## WHAT YOU HAVE TO DO:
From the first line to the last, write out the records exactly.

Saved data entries
##############################

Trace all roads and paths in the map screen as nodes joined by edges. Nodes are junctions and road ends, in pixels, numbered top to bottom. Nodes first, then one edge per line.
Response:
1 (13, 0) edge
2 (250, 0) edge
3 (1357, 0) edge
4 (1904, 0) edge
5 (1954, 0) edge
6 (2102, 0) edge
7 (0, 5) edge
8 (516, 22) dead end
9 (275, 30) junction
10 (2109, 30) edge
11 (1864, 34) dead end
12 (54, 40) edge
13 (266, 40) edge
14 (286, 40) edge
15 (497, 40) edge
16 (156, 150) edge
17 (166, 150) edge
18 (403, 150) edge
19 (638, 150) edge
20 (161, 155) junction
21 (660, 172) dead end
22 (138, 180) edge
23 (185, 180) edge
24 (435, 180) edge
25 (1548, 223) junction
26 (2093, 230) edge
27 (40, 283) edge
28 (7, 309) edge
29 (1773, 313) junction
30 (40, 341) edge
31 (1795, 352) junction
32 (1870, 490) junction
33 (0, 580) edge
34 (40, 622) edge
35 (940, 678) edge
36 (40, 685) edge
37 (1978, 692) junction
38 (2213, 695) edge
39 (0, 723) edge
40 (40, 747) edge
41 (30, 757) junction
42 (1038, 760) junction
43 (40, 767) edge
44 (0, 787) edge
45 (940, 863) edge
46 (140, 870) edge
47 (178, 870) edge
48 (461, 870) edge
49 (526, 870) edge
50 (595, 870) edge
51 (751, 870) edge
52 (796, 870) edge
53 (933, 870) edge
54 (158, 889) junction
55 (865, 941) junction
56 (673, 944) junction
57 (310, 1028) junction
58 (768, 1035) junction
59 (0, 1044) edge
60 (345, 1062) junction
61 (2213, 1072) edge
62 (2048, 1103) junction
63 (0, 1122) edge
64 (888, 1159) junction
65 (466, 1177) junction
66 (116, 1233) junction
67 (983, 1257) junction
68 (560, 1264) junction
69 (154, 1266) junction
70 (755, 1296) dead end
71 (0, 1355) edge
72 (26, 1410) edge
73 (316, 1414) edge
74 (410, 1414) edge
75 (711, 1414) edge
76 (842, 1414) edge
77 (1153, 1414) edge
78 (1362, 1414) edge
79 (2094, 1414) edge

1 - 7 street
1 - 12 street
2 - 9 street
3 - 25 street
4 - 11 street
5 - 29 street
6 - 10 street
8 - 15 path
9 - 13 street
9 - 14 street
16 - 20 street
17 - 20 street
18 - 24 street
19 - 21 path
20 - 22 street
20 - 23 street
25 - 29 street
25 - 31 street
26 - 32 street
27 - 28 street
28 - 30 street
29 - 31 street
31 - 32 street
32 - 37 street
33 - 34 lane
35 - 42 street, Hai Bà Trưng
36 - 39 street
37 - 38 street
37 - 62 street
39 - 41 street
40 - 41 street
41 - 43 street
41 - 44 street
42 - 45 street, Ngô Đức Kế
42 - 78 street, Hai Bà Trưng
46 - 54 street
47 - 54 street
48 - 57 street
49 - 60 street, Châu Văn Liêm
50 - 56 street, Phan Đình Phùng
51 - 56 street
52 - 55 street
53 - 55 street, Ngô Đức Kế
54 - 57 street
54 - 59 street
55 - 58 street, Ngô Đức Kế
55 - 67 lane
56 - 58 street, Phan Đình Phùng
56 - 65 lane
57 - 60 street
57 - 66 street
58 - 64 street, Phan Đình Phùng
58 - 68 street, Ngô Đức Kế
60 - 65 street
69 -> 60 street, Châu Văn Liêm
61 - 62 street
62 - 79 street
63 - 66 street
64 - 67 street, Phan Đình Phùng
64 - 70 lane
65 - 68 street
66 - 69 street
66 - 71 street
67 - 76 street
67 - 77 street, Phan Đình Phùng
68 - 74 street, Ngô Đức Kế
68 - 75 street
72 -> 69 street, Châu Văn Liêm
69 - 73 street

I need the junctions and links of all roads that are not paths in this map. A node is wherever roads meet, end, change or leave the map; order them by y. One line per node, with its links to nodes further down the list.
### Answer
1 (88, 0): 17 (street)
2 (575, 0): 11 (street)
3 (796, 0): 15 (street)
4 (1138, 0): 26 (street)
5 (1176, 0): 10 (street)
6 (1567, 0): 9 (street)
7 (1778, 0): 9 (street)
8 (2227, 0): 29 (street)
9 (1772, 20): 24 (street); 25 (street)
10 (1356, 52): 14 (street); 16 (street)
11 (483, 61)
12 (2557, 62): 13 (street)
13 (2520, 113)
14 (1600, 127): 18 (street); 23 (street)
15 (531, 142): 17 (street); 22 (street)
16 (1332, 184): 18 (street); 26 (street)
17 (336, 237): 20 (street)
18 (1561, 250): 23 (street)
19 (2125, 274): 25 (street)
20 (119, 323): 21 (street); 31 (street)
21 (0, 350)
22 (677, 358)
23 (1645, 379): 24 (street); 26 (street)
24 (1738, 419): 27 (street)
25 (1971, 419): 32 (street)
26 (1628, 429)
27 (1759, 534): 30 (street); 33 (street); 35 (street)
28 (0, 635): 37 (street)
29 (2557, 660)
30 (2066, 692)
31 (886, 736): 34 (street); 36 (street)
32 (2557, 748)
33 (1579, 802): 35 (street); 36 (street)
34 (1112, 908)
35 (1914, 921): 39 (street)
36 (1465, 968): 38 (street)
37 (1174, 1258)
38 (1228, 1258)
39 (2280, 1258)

##############################

## TASK RESULT:
Trace all roads and paths in the map screen as nodes joined by edges. Nodes are junctions and road ends, in pixels, numbered top to bottom. Nodes first, then one edge per line.
Response:
1 (13, 0) edge
2 (250, 0) edge
3 (1357, 0) edge
4 (1904, 0) edge
5 (1954, 0) edge
6 (2102, 0) edge
7 (0, 5) edge
8 (516, 22) dead end
9 (275, 30) junction
10 (2109, 30) edge
11 (1864, 34) dead end
12 (54, 40) edge
13 (266, 40) edge
14 (286, 40) edge
15 (497, 40) edge
16 (156, 150) edge
17 (166, 150) edge
18 (403, 150) edge
19 (638, 150) edge
20 (161, 155) junction
21 (660, 172) dead end
22 (138, 180) edge
23 (185, 180) edge
24 (435, 180) edge
25 (1548, 223) junction
26 (2093, 230) edge
27 (40, 283) edge
28 (7, 309) edge
29 (1773, 313) junction
30 (40, 341) edge
31 (1795, 352) junction
32 (1870, 490) junction
33 (0, 580) edge
34 (40, 622) edge
35 (940, 678) edge
36 (40, 685) edge
37 (1978, 692) junction
38 (2213, 695) edge
39 (0, 723) edge
40 (40, 747) edge
41 (30, 757) junction
42 (1038, 760) junction
43 (40, 767) edge
44 (0, 787) edge
45 (940, 863) edge
46 (140, 870) edge
47 (178, 870) edge
48 (461, 870) edge
49 (526, 870) edge
50 (595, 870) edge
51 (751, 870) edge
52 (796, 870) edge
53 (933, 870) edge
54 (158, 889) junction
55 (865, 941) junction
56 (673, 944) junction
57 (310, 1028) junction
58 (768, 1035) junction
59 (0, 1044) edge
60 (345, 1062) junction
61 (2213, 1072) edge
62 (2048, 1103) junction
63 (0, 1122) edge
64 (888, 1159) junction
65 (466, 1177) junction
66 (116, 1233) junction
67 (983, 1257) junction
68 (560, 1264) junction
69 (154, 1266) junction
70 (755, 1296) dead end
71 (0, 1355) edge
72 (26, 1410) edge
73 (316, 1414) edge
74 (410, 1414) edge
75 (711, 1414) edge
76 (842, 1414) edge
77 (1153, 1414) edge
78 (1362, 1414) edge
79 (2094, 1414) edge

1 - 7 street
1 - 12 street
2 - 9 street
3 - 25 street
4 - 11 street
5 - 29 street
6 - 10 street
8 - 15 path
9 - 13 street
9 - 14 street
16 - 20 street
17 - 20 street
18 - 24 street
19 - 21 path
20 - 22 street
20 - 23 street
25 - 29 street
25 - 31 street
26 - 32 street
27 - 28 street
28 - 30 street
29 - 31 street
31 - 32 street
32 - 37 street
33 - 34 lane
35 - 42 street, Hai Bà Trưng
36 - 39 street
37 - 38 street
37 - 62 street
39 - 41 street
40 - 41 street
41 - 43 street
41 - 44 street
42 - 45 street, Ngô Đức Kế
42 - 78 street, Hai Bà Trưng
46 - 54 street
47 - 54 street
48 - 57 street
49 - 60 street, Châu Văn Liêm
50 - 56 street, Phan Đình Phùng
51 - 56 street
52 - 55 street
53 - 55 street, Ngô Đức Kế
54 - 57 street
54 - 59 street
55 - 58 street, Ngô Đức Kế
55 - 67 lane
56 - 58 street, Phan Đình Phùng
56 - 65 lane
57 - 60 street
57 - 66 street
58 - 64 street, Phan Đình Phùng
58 - 68 street, Ngô Đức Kế
60 - 65 street
69 -> 60 street, Châu Văn Liêm
61 - 62 street
62 - 79 street
63 - 66 street
64 - 67 street, Phan Đình Phùng
64 - 70 lane
65 - 68 street
66 - 69 street
66 - 71 street
67 - 76 street
67 - 77 street, Phan Đình Phùng
68 - 74 street, Ngô Đức Kế
68 - 75 street
72 -> 69 street, Châu Văn Liêm
69 - 73 street

I need the junctions and links of all roads that are not paths in this map. A node is wherever roads meet, end, change or leave the map; order them by y. One line per node, with its links to nodes further down the list.
### Answer
1 (88, 0): 17 (street)
2 (575, 0): 11 (street)
3 (796, 0): 15 (street)
4 (1138, 0): 26 (street)
5 (1176, 0): 10 (street)
6 (1567, 0): 9 (street)
7 (1778, 0): 9 (street)
8 (2227, 0): 29 (street)
9 (1772, 20): 24 (street); 25 (street)
10 (1356, 52): 14 (street); 16 (street)
11 (483, 61)
12 (2557, 62): 13 (street)
13 (2520, 113)
14 (1600, 127): 18 (street); 23 (street)
15 (531, 142): 17 (street); 22 (street)
16 (1332, 184): 18 (street); 26 (street)
17 (336, 237): 20 (street)
18 (1561, 250): 23 (street)
19 (2125, 274): 25 (street)
20 (119, 323): 21 (street); 31 (street)
21 (0, 350)
22 (677, 358)
23 (1645, 379): 24 (street); 26 (street)
24 (1738, 419): 27 (street)
25 (1971, 419): 32 (street)
26 (1628, 429)
27 (1759, 534): 30 (street); 33 (street); 35 (street)
28 (0, 635): 37 (street)
29 (2557, 660)
30 (2066, 692)
31 (886, 736): 34 (street); 36 (street)
32 (2557, 748)
33 (1579, 802): 35 (street); 36 (street)
34 (1112, 908)
35 (1914, 921): 39 (street)
36 (1465, 968): 38 (street)
37 (1174, 1258)
38 (1228, 1258)
39 (2280, 1258)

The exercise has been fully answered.